Our Story: Immersion in Wellness

2012

Iowa State University Extension and Outreach programs for health and well-being are designed to help Iowa become the healthiest state in the nation. During summer 2012, some campers at the Iowa 4-H Center experienced Immersion in Wellness. Iowa State faculty in food science and human nutrition are conducting this new research study targeted toward lowering childhood obesity. The study is receiving funding from the Wellmark Foundation Healthy Communities Grant Program. Participating youth were immersed in nutrition education, gardening, culinary skills, physical activity, and a health-promoting environment.

Beth Mabary, an ISU College of Human Sciences graduate student and part of the Immersion in Wellness research team, says:

We’re really trying to impact the kids and trying to get them to understand the importance of nutrition and physical activity at a young age. So out here at the Immersion in Wellness camp, the kids get an opportunity to work out in the garden, they learn some kitchen skills in the culinary lesson, and then they also get to learn some things about nutrition and physical activity.

They start off in the garden. They learn everything from harvesting, planting, weeding — everything there could be with the garden. The master gardeners are a great help — teaching the kids, getting down in the dirt teaching them all about gardening. The kids get to bring that produce in; they work with it in the culinary [lesson]; they learn different knife skills. They learn the importance of food safety and washing hands, and all those really important kitchen things that some kids don’t know and they’ve never had the opportunity to see in a kitchen. And then they get to go to the nutrition [lesson] and they learn the importance of those vitamins and minerals that are in those fruits and vegetables that they’ve harvested … how that can really benefit them later in life and why it is so important to eat those fruits and vegetables.

Ruth Litchfield, an associate professor and ISU Extension and Outreach nutrition specialist, says:

The camp experience here is one of those learning opportunities that we wanted to take advantage of and also encourage some research at the same time. So we really had kind of the perfect storm of blending research, extension outreach, and the academic side of the College of Human Sciences into this project.

One of the questions that we had was, what if we had control of that environment for youth for the entire week? We could really do some educational programming; we could have them in that environment that really promotes nutrition, physical activity, overall wellness. We inserted some gardening experience, because from research we know that if they are engaged in the growing and the production, the harvesting of that produce, they’re more likely to try it.

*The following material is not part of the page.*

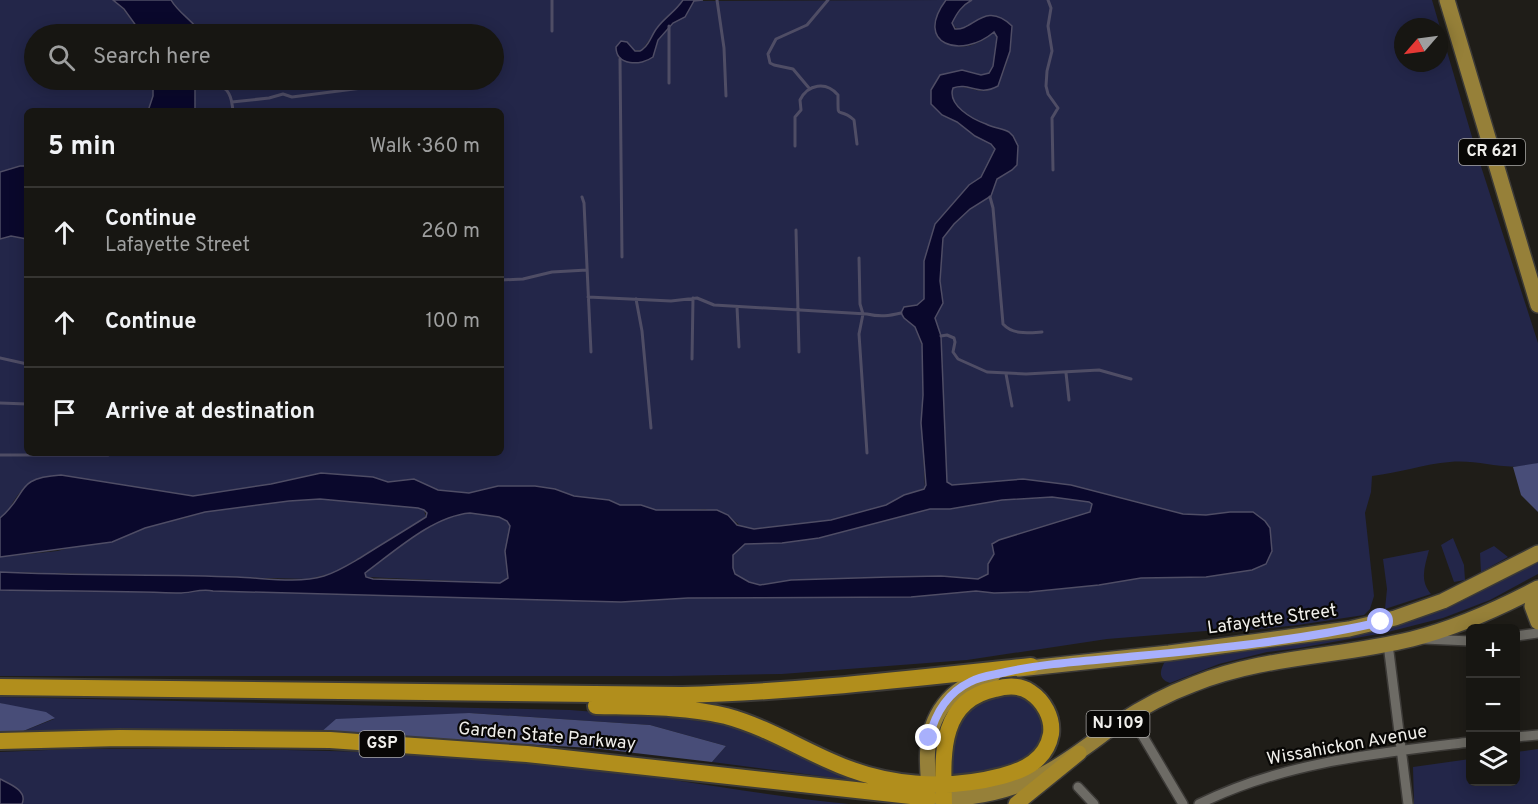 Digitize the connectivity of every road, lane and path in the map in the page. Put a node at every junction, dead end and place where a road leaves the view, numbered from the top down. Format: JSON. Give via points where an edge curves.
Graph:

So we really felt it was just the ideal blending of a lot of different facets, that Extension, College of Human Sciences, research all came together. The take home from our project is really that kids understand that being well, being healthy, is fun. They’ve had an opportunity to immerse themselves in wellness — from gardening to learning how to cook to eating what they’ve actually grown in the garden and being physically active. It’s fun.